1950
Ouida - the Passionate Victorian

This account is one of the very few references to any contact between Collins and Oscar Wilde. It is in the biography by Eileen Bigland of the novelist Maria Louise Ramé, who wrote under the name Ouida. Bigland gives no source for the story and none has been traced in Wilde's work. This meeting must have been during Ouida's last stay in 1887 - Langham records show she stayed for four months leaving in April. Wilde edited Woman's World from May 1887, though he may have solicited contributions before that. Collins was certainly in London in March and April and although he had spells of illness there were times when he was well and went out. Though generally at this time he paid few visits and there is no evidence he knew either Wilde or Ouida personally. There are no mentions of Ouida or Wilde in Collins's surviving letters. The reference to Puck is odd. It was written during an earlier stay at the Langham in 1870.

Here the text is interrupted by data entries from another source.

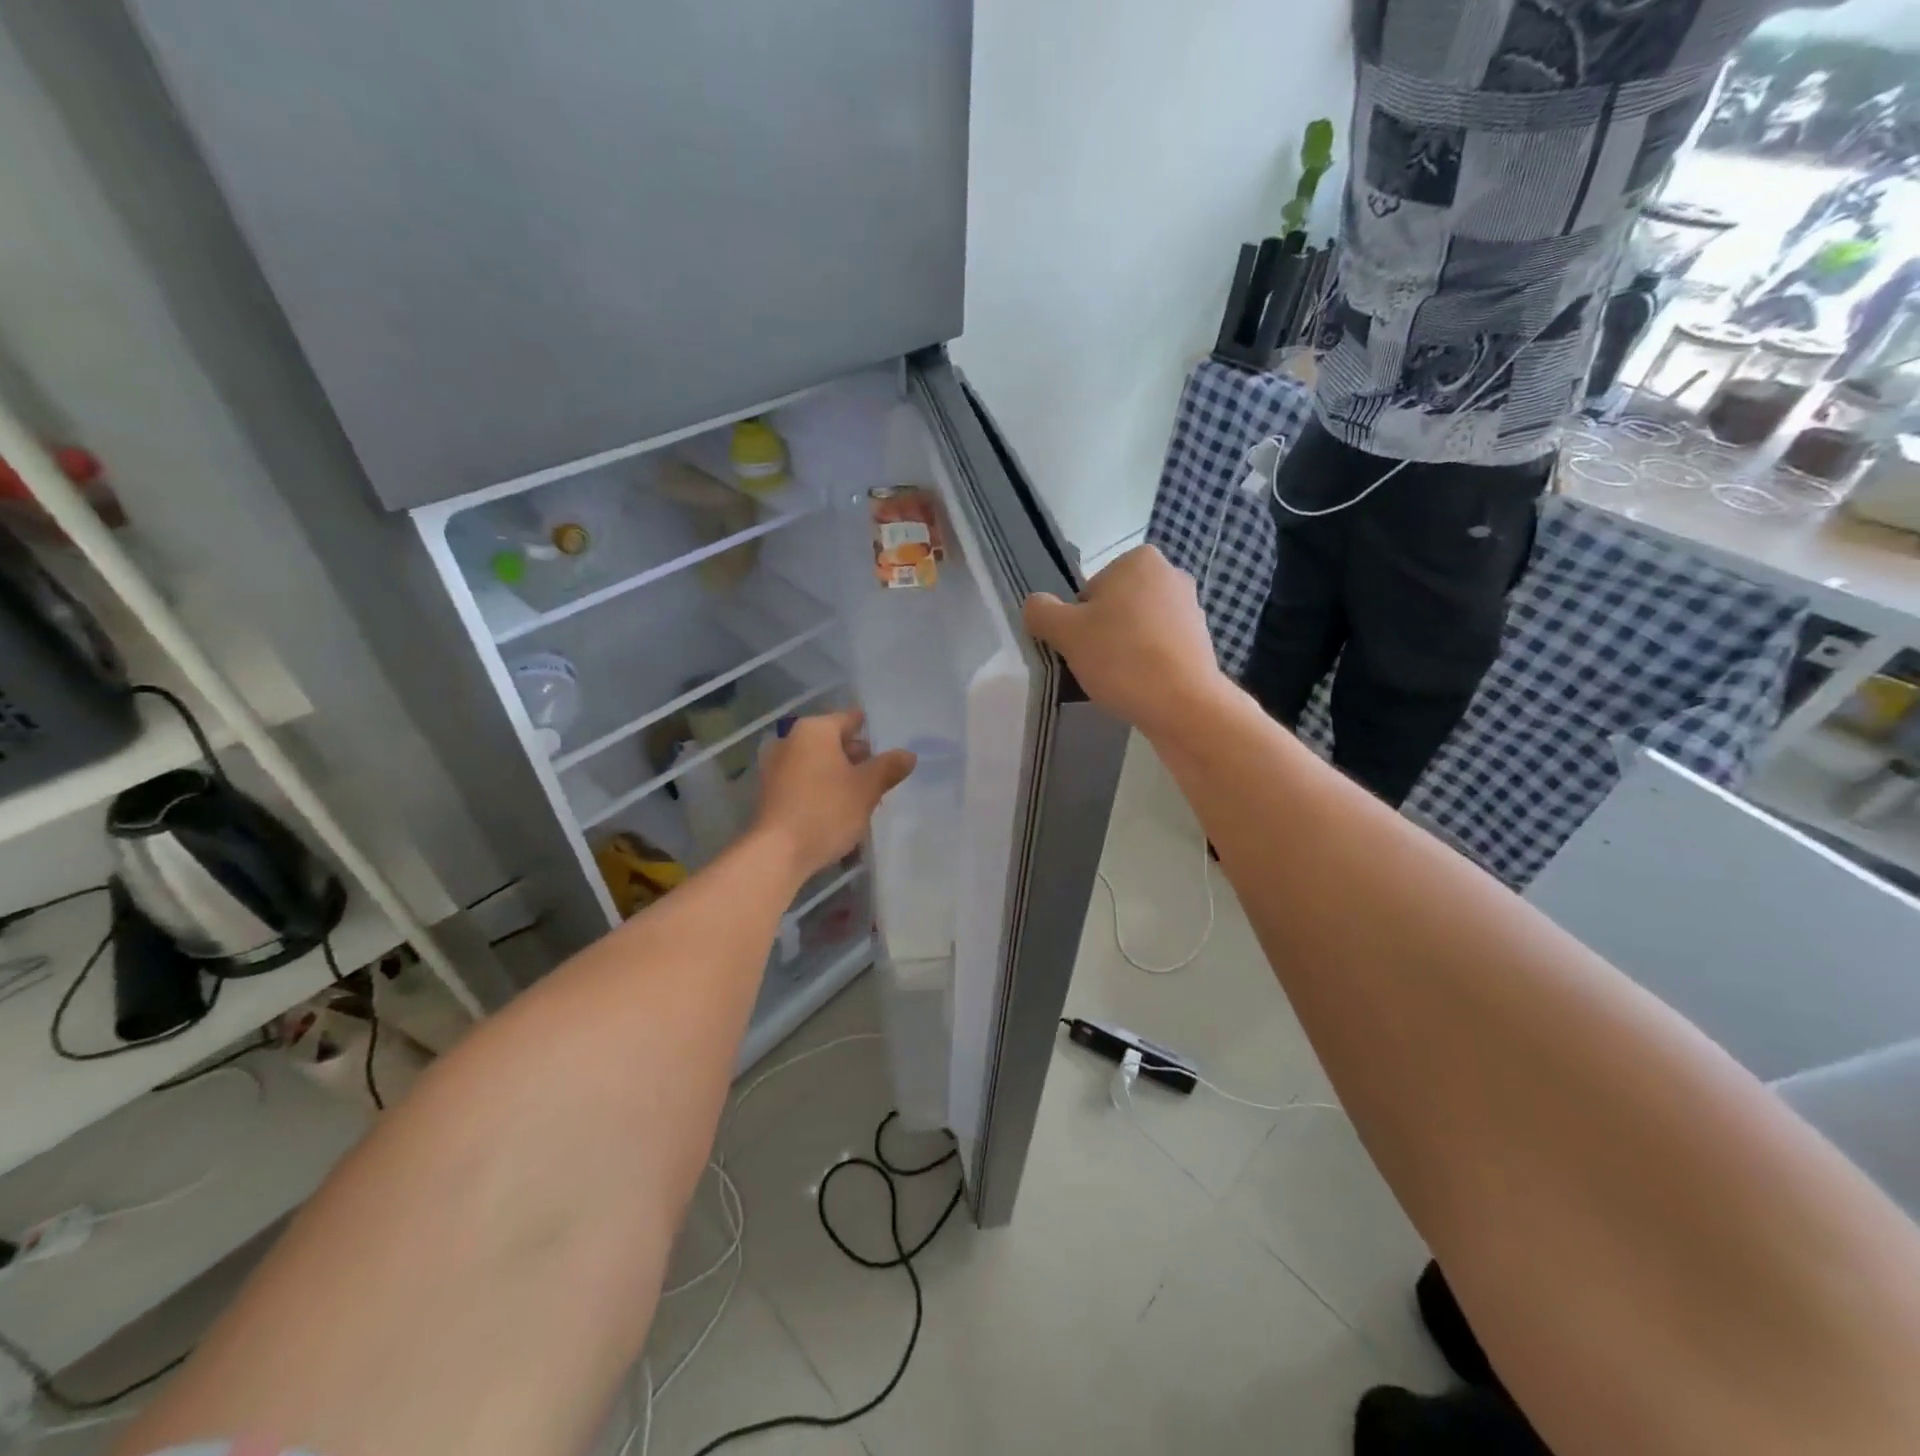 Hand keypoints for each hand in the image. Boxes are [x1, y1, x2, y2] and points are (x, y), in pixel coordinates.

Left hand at [755, 710, 915, 880]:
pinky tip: (837, 809)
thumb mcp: (867, 788)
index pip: (850, 720)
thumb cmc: (826, 810)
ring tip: (863, 797)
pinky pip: (803, 781)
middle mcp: (790, 740)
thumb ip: (889, 767)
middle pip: (833, 741)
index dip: (871, 732)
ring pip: (818, 763)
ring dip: (840, 775)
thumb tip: (908, 754)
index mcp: (814, 730)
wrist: (777, 853)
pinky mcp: (769, 792)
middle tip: (880, 777)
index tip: (889, 747)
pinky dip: (821, 788)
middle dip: (856, 757)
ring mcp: (775, 766)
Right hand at [1023, 546, 1224, 737]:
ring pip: (1137, 630)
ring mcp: (1191, 609)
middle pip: (1114, 608)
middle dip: (1103, 633)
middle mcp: (1171, 575)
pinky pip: (1159, 650)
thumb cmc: (1121, 657)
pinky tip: (1140, 687)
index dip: (1078, 620)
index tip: (1082, 645)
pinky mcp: (1202, 643)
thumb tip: (1035, 605)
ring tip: (1118, 680)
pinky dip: (1147, 665)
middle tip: (1096, 664)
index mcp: (1139, 559)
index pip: (1089, 590)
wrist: (1182, 705)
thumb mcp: (1066, 633)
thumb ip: (1042, 612)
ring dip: (1124, 650) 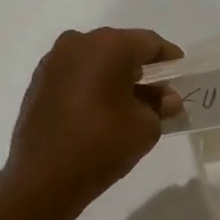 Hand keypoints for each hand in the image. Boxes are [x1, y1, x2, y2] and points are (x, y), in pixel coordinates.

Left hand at [2, 27, 183, 211]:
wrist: (43, 178)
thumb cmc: (102, 145)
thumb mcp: (146, 127)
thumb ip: (160, 106)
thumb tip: (165, 98)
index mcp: (109, 45)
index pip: (150, 43)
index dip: (169, 59)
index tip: (181, 77)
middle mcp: (78, 42)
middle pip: (121, 47)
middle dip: (141, 68)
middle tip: (158, 93)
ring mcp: (54, 60)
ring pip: (95, 59)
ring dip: (114, 75)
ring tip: (129, 104)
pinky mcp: (39, 80)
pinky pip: (75, 73)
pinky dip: (91, 84)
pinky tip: (100, 109) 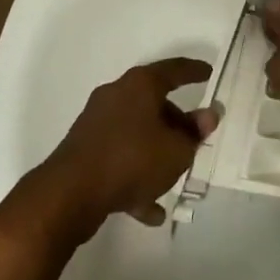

So this account is by no means established as true and is included for its curiosity value.


It was her habit to keep her visitor waiting while she finished some particular passage, so the poor man had to hover uneasily on a small square of carpet between Scylla (Sulla on the hearth-rug) and Charybdis (the unblotted sheets of writing which strewed the floor) until his hostess condescended to attend to him.

Even then it was sometimes difficult to achieve a successful interview. There was one occasion when Oscar Wilde—who was then editing a woman’s paper—called upon her with Wilkie Collins in order to discuss the serialization of one of her stories. Having waited for some considerable time listening to the scratching of Ouida’s pen, they were startled when she raised her head and announced in a kind of screech, “Of course, dogs think a great deal; when people believe us asleep, nine times out of ten we are meditating. . . .”

She was only quoting from Puck, her novel about the Maltese terrier; but her visitors were not to know that. In vain Wilde tried to draw her into discussion of the matter in hand while Wilkie Collins skipped, like Tom Thumb, out of Sulla’s range. Ouida went steadily on expounding Puck’s philosophy of life, and not until Wilde gave up the unequal struggle to talk her down did she glare at him malevolently and snarl out some preposterous sum as suggested payment for the serial. The deal fell through, but Wilde dined out on the story for quite a time. (p65)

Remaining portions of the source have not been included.